A good night’s sleep is one of the most sought-after forms of luxury. Yet a third of Americans suffer from less sleep than they’d like, be it due to insomnia or other health issues that make it hard to wind down at night.
Fortunately, eating certain foods might be able to help. That’s good, considering the recommended amount is 7 to 9 hours per night. Good sleep contributes to less stress, better immunity and a healthier brain. Such benefits pay off in immeasurable ways, including healthier relationships at home and work.
So, check your pantry and your refrigerator. If you’re tossing and turning through the night, try munching on these foods a few hours before bed time.
Okay, so this one is a bit cliché. We all know the post-Thanksgiving nap haze that sends many of us straight to the recliner after the big Turkey Dinner.
Turkey contains the amino acid tryptophan, which increases the production of melatonin. Some research suggests that tryptophan contributes to better rest with fewer interruptions during the night.
Kiwis contain vitamins and minerals like vitamin C, vitamin E, potassium and folate. Some research shows that daily consumption of kiwis promote more restful sleep, particularly by improving total sleep time and sleep efficiency.
If your parent ever made you a warm glass of milk before bed, science proves it’s not just a wive’s tale. Drinking a malted milk beverage 30 minutes before bed can help you experience fewer movements during sleep, which helps you sleep longer and feel rested in the morning.

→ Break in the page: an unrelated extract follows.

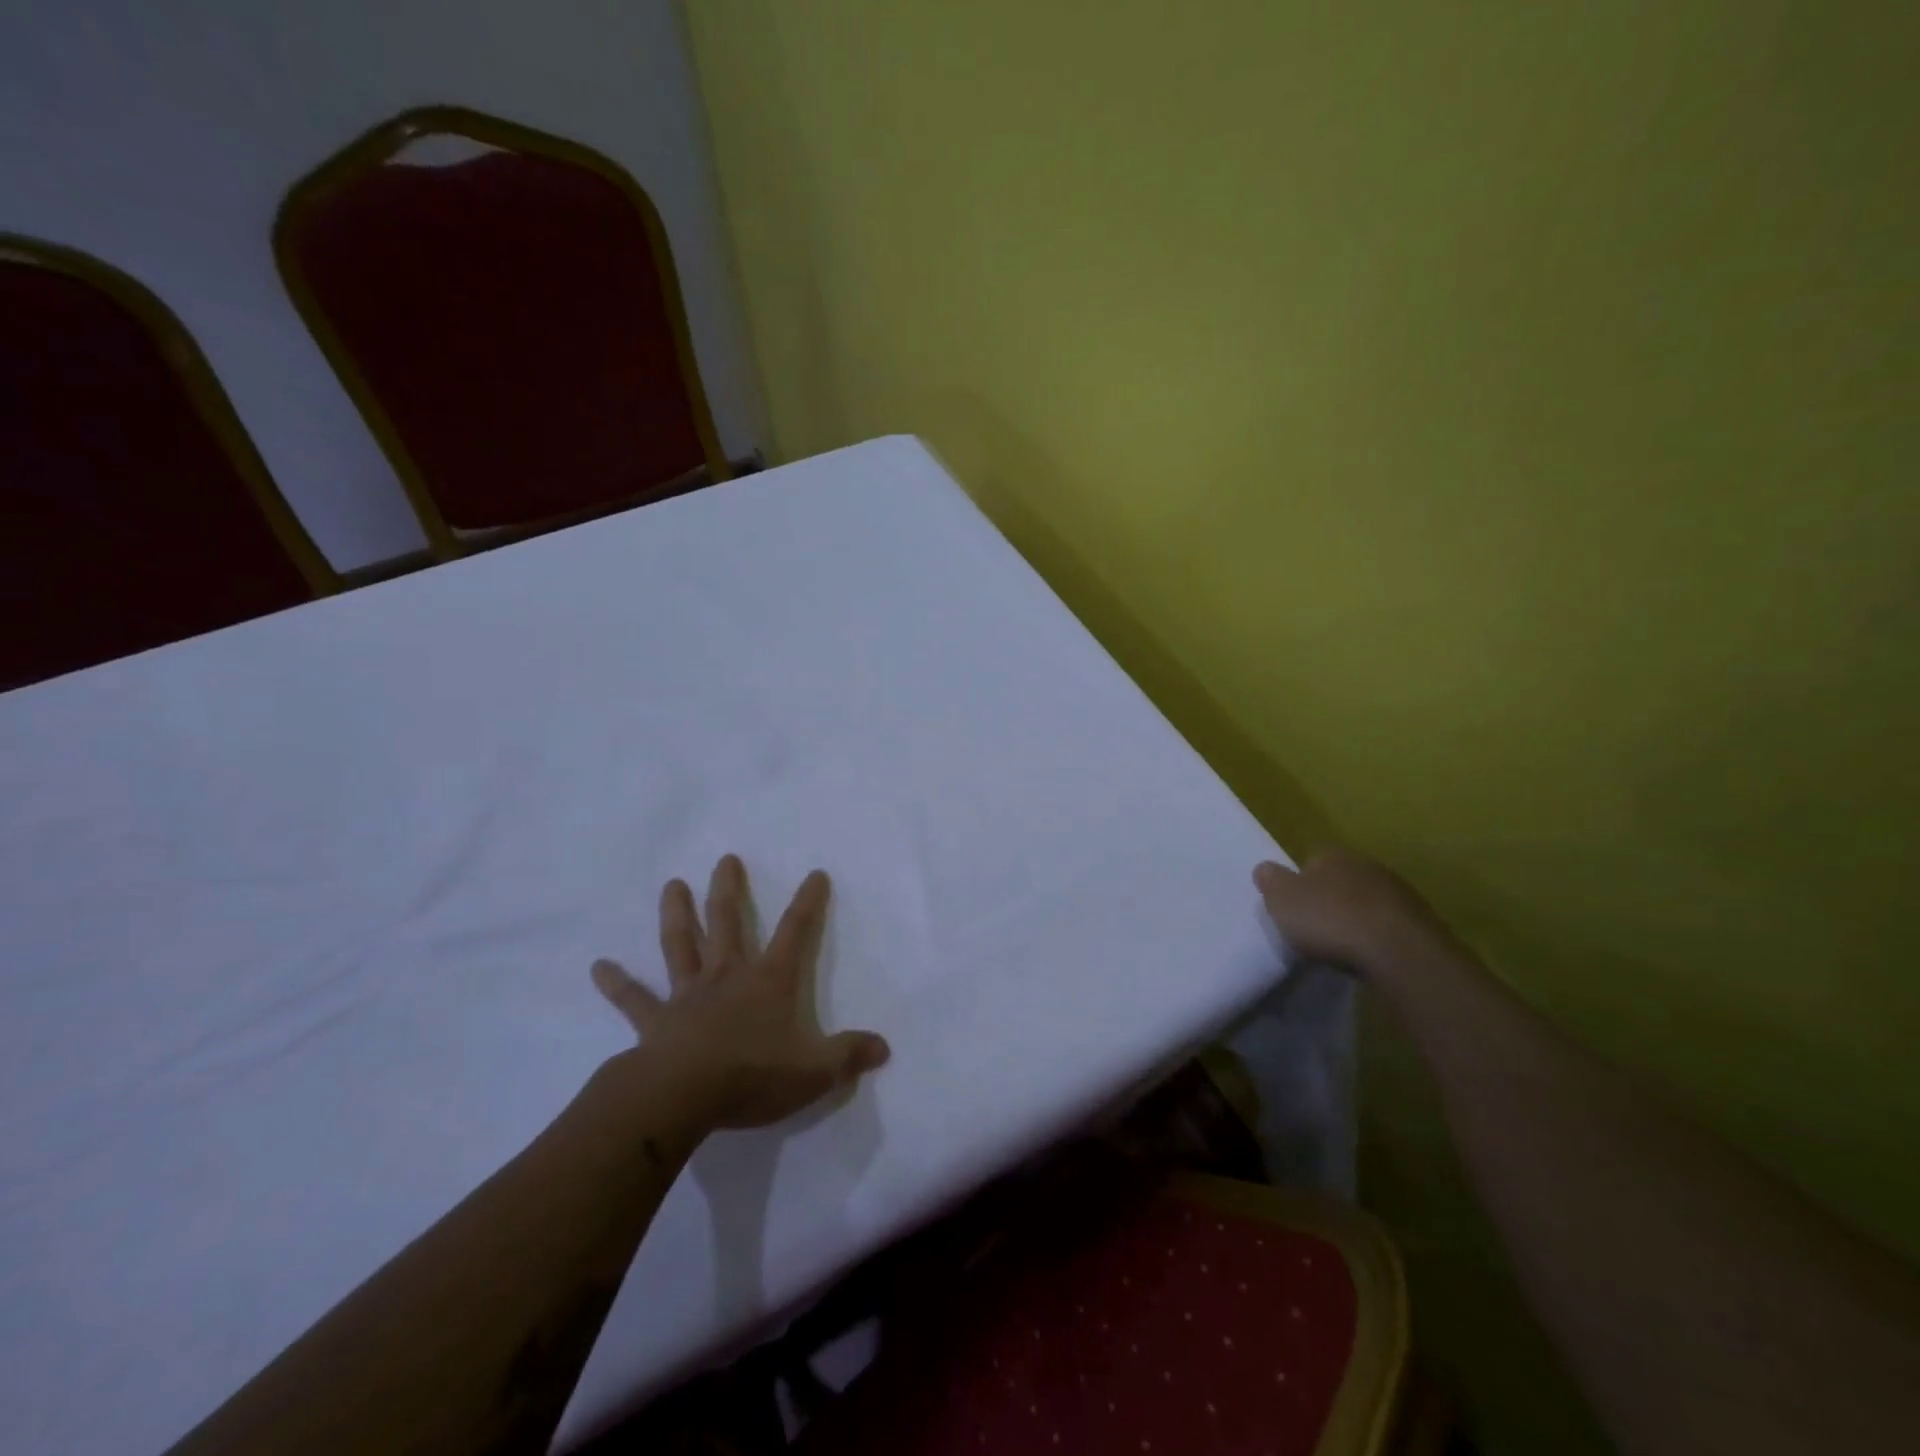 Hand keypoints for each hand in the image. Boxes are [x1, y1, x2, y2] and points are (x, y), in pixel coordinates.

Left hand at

Drinking a big cup of tart cherry juice every day can help you sleep longer during the night. That’s great news for people with insomnia or whose circadian rhythm is out of sync. Tart cherries have concentrated levels of melatonin, along with antioxidants, that is conducive to a good night’s rest.
If you’re less concerned about the amount of time you sleep and more interested in improving the quality of your rest, try having fish for dinner. Fatty fish like salmon is a good source of vitamin D and omega-3 fatty acids, which regulate serotonin—a key neurotransmitter in helping you snooze.
In a study, participants who ate fish three times per week reported having better, deeper sleeps compared to those who ate pork, chicken or beef.
If you’re a fan of herbal teas like chamomile, mint and rooibos, consider giving passionflower a try. Rich in flavonoid antioxidants (known for reducing inflammation and boosting immunity), passionflower is commonly sipped to reduce anxiety.
The calming qualities of passionflower can translate to improved sleep, too. Thanks to an antioxidant called apigenin that binds to receptors in your brain, your body and mind will get the cue that it’s time to dim the lights and settle in for rest.
In addition, evidence suggests that passionflower increases the production of the brain chemical gamma aminobutyric acid (GABA), which puts other stress-inducing brain chemicals in check.
Sleep is fundamental to our health, and there’s no substitute for getting your eight hours. However, the demands of the modern world often have us up all night, checking phones and waiting for notifications that come flooding in come sunrise. If you’re struggling to clock in enough restorative rest, try creating a new evening routine by incorporating some of these nourishing foods.